Der Vorteil des in enger Zusammenarbeit mit den Klinikern entwickelten Siemens-„Konvulsators“ gegenüber dem in Italien entwickelten Gerät lagen klar auf der Hand: zuverlässige Dosierbarkeit der Behandlungsstromstärke bei dennoch einfacher Handhabung sowie automatisch wirkenden Schutzeinrichtungen. Schwere Nebenwirkungen wie Knochenbrüche und Luxationen traten in Erlangen tatsächlich seltener auf als anderswo. Meggendorfer führte dies auf die von Bingel vorgeschlagene spezielle Lagerung des Patienten zurück, vor allem aber auf die individuelle und genaue Dosierbarkeit des Stromes.

Testphase in der Heil- und Pflegeanstalt Eglfing-Haar, München

SRW war an einer möglichst raschen Rückmeldung hinsichtlich der therapeutischen Erfahrungen mit der Elektrokrampftherapie interessiert. Eine zweite praktische Erprobungsphase des Gerätes lief daher nahezu zeitgleich auf der 1936 eröffneten Insulinstation der Heil- und Pflegeanstalt Eglfing-Haar, die im Vergleich zu Erlangen das sehr viel größere „Patientenmaterial“ besaß. Wie auch in Erlangen schienen die Ergebnisse überaus positiv zu sein, viele der mit der Elektrokrampftherapie behandelten Patienten konnten wieder „nützlicher Arbeit“ zugeführt werden. Der Leiter der Insulinstation, Anton von Braunmühl (1901 – 1957), hatte durch seine Serienuntersuchungen an alten Erkrankten auch die für alle Anwender zentrale Frage der richtigen Dosierung der Stromstärke klären können.

Weiterentwicklung des Verfahrens

Die Vertreter der Antipsychiatriebewegung der 1970er-Jahre sahen in den Schocktherapien den Beleg für den rigiden Disziplinierungswillen der Psychiatrie.
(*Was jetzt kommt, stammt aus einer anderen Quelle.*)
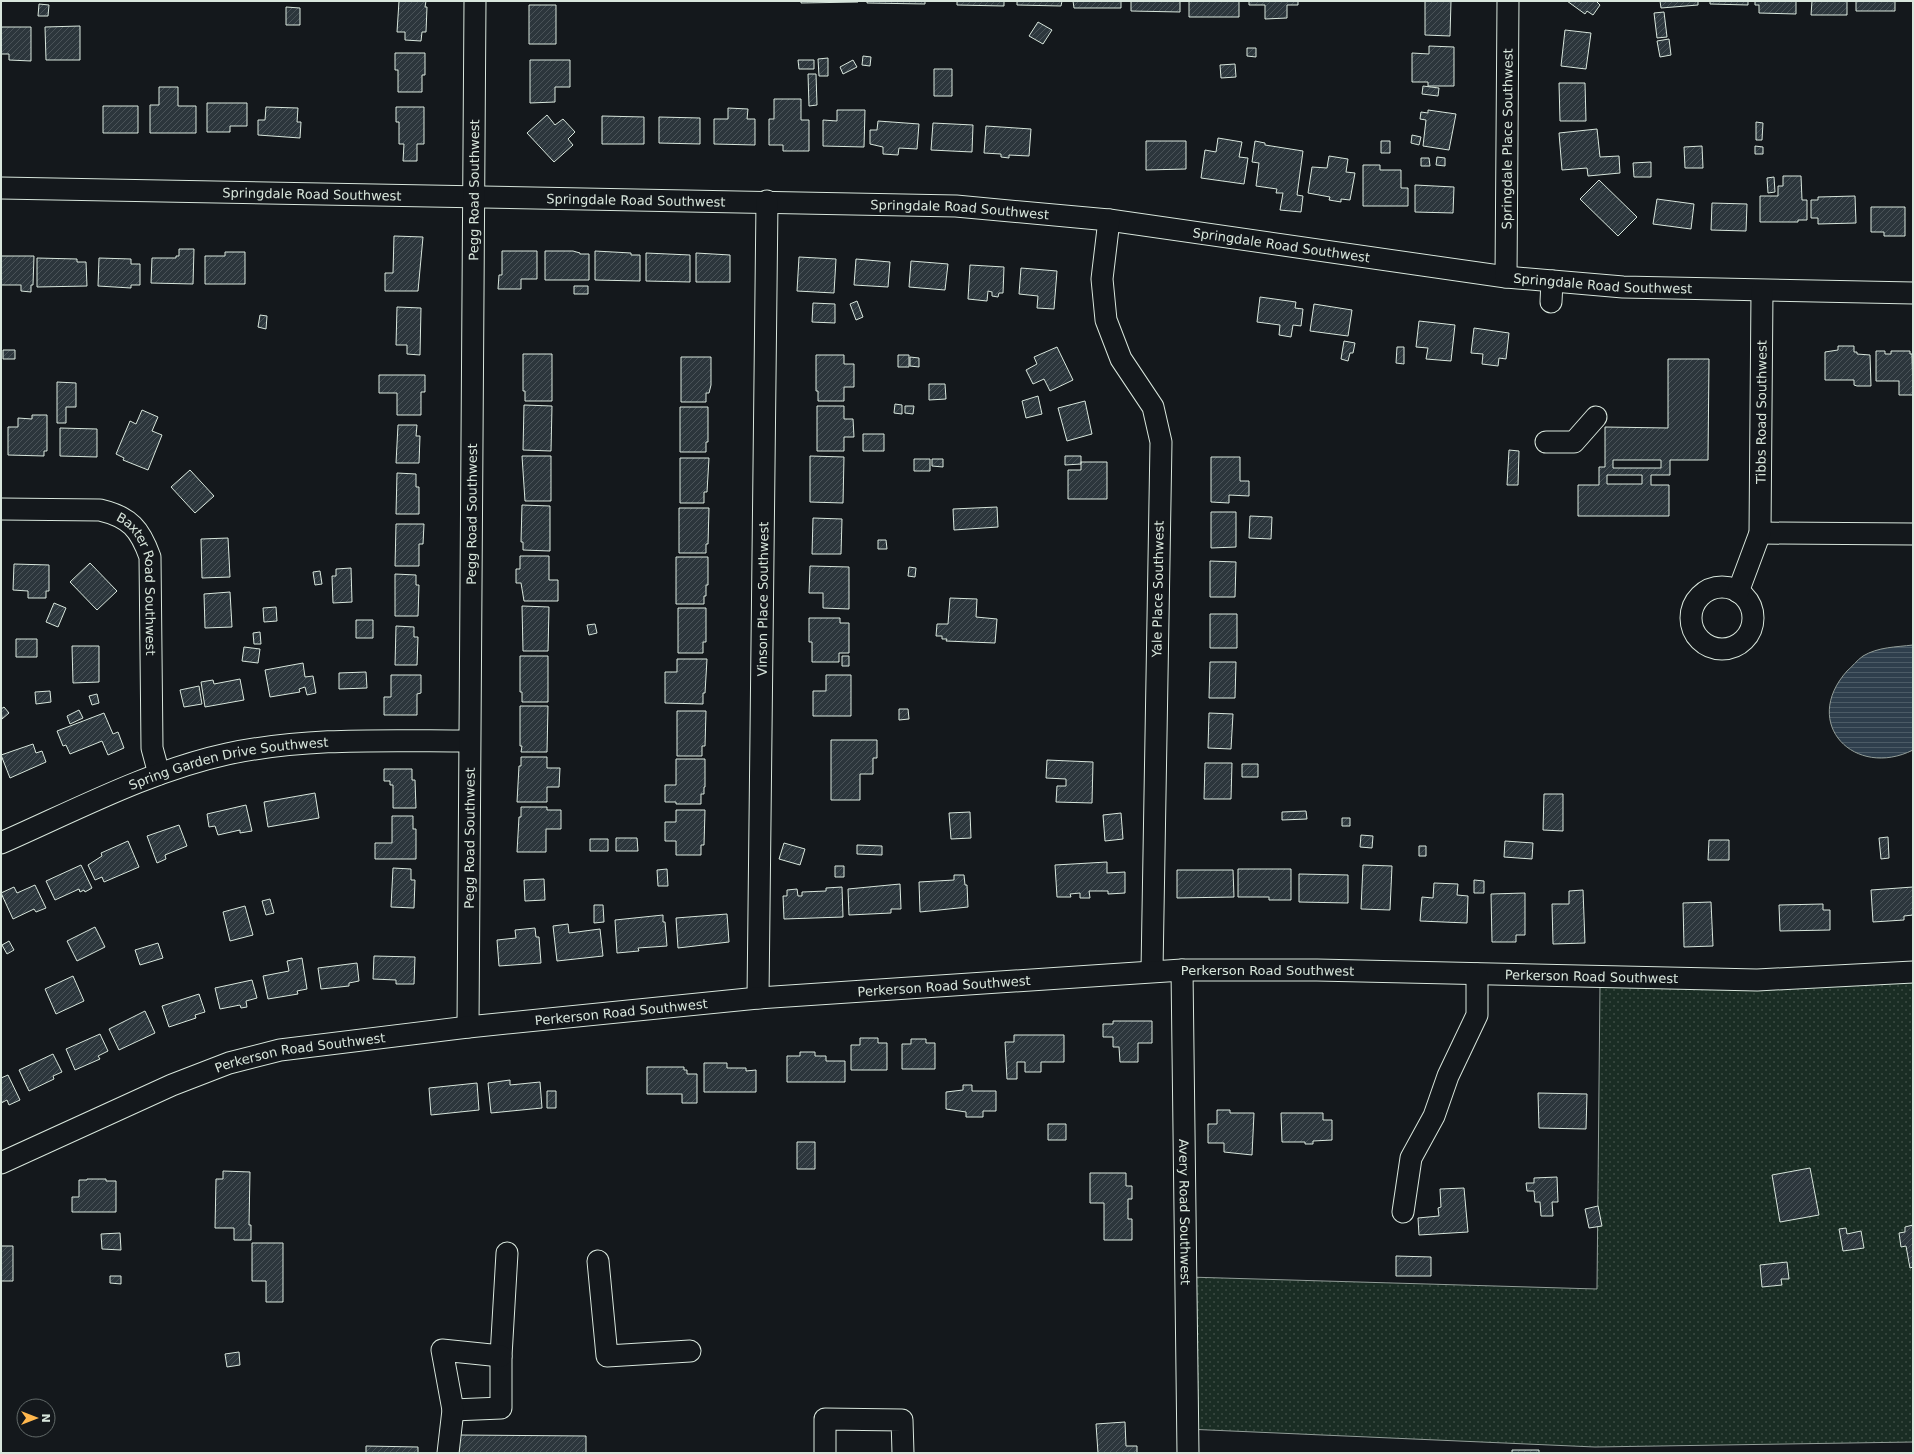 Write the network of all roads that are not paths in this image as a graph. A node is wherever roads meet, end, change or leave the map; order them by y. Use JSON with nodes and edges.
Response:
{"nodes":[{"id":1,"x":475,"y":1,"type":"edge"},
{"id":2,"x":1508,"y":1,"type":"edge"},
{"id":3,"x":1,"y":188,"type":"edge"},
{"id":4,"x":474,"y":196,"type":"junction"},
{"id":5,"x":767,"y":201,"type":"junction"},
{"id":6,"x":1109,"y":220,"type":"junction"},
{"id":7,"x":1506,"y":277,"type":"junction"},
{"id":8,"x":1552,"y":281,"type":"junction"},
{"id":9,"x":1762,"y":291,"type":"junction"},
{"id":10,"x":1913,"y":293,"type":"edge"},
{"id":11,"x":1551,"y":302,"type":"dead end"},
{"id":12,"x":1596,"y":417,"type":"dead end"},
{"id":13,"x":1546,"y":442,"type":"dead end"},
{"id":14,"x":1,"y":509,"type":"edge"},
{"id":15,"x":1760,"y":533,"type":"junction"},
{"id":16,"x":1913,"y":534,"type":"edge"},
{"id":17,"x":1738,"y":592,"type":"dead end"},
{"id":18,"x":469,"y":741,"type":"junction"},
{"id":19,"x":159,"y":774,"type":"junction"},
{"id":20,"x":1,"y":843,"type":"edge"},
{"id":21,"x":1182,"y":970,"type":"junction"},
{"id":22,"x":1152,"y":972,"type":"junction"},
{"id":23,"x":1913,"y":972,"type":"edge"},
{"id":24,"x":1477,"y":974,"type":"junction"},
{"id":25,"x":758,"y":998,"type":"junction"},
{"id":26,"x":468,"y":1027,"type":"junction"},
{"id":27,"x":1,"y":1163,"type":"edge"},
{"id":28,"x":1403,"y":1212,"type":"dead end"},
{"id":29,"x":507,"y":1253,"type":"dead end"},
{"id":30,"x":598,"y":1260,"type":"dead end"},
{"id":31,"x":690,"y":1351,"type":"dead end"},
{"id":32,"x":501,"y":1356,"type":"junction"},
{"id":33,"x":453,"y":1410,"type":"junction"},
{"id":34,"x":448,"y":1453,"type":"edge"},
{"id":35,"x":825,"y":1453,"type":"edge"},
{"id":36,"x":903,"y":1453,"type":"edge"},
{"id":37,"x":1188,"y":1453,"type":"edge"}],
"edges":[{"from":1,"to":4,"type":"street","name":"Pegg Road Southwest"},
{"from":2,"to":7,"type":"street","name":"Springdale Place Southwest"},
{"from":3,"to":4,"type":"street","name":"Springdale Road Southwest"},
{"from":4,"to":5,"type":"street","name":"Springdale Road Southwest"},
{"from":4,"to":18,"type":"street","name":"Pegg Road Southwest"},
{"from":5,"to":6,"type":"street","name":"Springdale Road Southwest"},
{"from":5,"to":25,"type":"street","name":"Vinson Place Southwest"},
{"from":6,"to":7,"type":"street","name":"Springdale Road Southwest"},
{"from":6,"to":22,"type":"street","name":"Yale Place Southwest"},
{"from":7,"to":8,"type":"street","name":"Springdale Road Southwest"},
{"from":8,"to":9,"type":"street","name":"Springdale Road Southwest"},
{"from":8,"to":11,"type":"street"},
{"from":9,"to":10,"type":"street","name":"Springdale Road Southwest"},
{"from":9,"to":15,"type":"street","name":"Tibbs Road Southwest"},
{"from":12,"to":13,"type":"street"},
{"from":14,"to":19,"type":"street","name":"Baxter Road Southwest"},
{"from":15,"to":16,"type":"street"},
{"from":15,"to":17,"type":"street","name":"Tibbs Road Southwest"},
{"from":18,"to":19,"type":"street","name":"Spring Garden Drive Southwest"},
{"from":18,"to":26,"type":"street","name":"Pegg Road Southwest"},
{"from":19,"to":20,"type":"street","name":"Spring Garden Drive Southwest"},
{"from":21,"to":22,"type":"street","name":"Perkerson Road Southwest"},
{"from":21,"to":24,"type":"street","name":"Perkerson Road Southwest"},
{"from":21,"to":37,"type":"street","name":"Avery Road Southwest"},
{"from":22,"to":25,"type":"street","name":"Perkerson Road Southwest"},
{"from":23,"to":24,"type":"street","name":"Perkerson Road Southwest"},
{"from":24,"to":28,"type":"street"},
{"from":25,"to":26,"type":"street","name":"Perkerson Road Southwest"},
{"from":26,"to":27,"type":"street","name":"Perkerson Road Southwest"},
{"from":29,"to":32,"type":"street"},
{"from":30,"to":31,"type":"street"},
{"from":32,"to":33,"type":"street"},
{"from":32,"to":33,"type":"street"},
{"from":33,"to":34,"type":"street"},
{"from":35,"to":36,"type":"street"}]}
Der US-amerikanische Psychiater Thomas Szasz (1920 – 2012) bezeichnete den Elektroschock in seinem Essay „From the slaughterhouse to the madhouse“ als eine Reinform des therapeutischen Totalitarismus. Heute wird die Elektrokrampftherapie in Kurznarkose u. a. zur Behandlung von Depressionen eingesetzt. Der wissenschaftliche Beirat der Bundesärztekammer vertritt in seiner 2003 veröffentlichten Stellungnahme die Position, dass die Elektrokrampftherapie wissenschaftlich begründet und für bestimmte psychiatrische Erkrankungen die bestmögliche Behandlung darstellt,[2] ihr Wirkmechanismus wurde auch am Universitätsklinikum Erlangen weiter erforscht. Danach gilt die Elektrokrampftherapie als wirksame antidepressive Therapie, deren genauen Wirkmechanismen jedoch noch weiter untersucht werden müssen.[3]

[1] Aktennotiz Dr. Pätzoldt, Betr. Elektroschocktherapie, Erlangen, 6. Dezember 1939, Siemens MedArchiv Zwischenarchiv, Ordner Technische Entwicklung.

[2] Stellungnahme zur Elektrokrampftherapie (EKT) als psychiatrischen Behandlungsmaßnahme, in: Deutsches Ärzteblatt 2003, 100, Heft 8, A 504-506.

[3] Christiane Ulrike Stark, Untersuchungen zum Wirkmechanismus der Elektrokrampftherapie (EKT) bei Depressionen. Diss. Med. der FAU Erlangen Nürnberg 2012.

 

Quelle: 200 Jahre Universitätsklinikum Erlangen 1815-2015. Hg. Karl-Heinz Leven/Andreas Plöger. Böhlau: Köln/Weimar/Wien 2016, S. 254ff.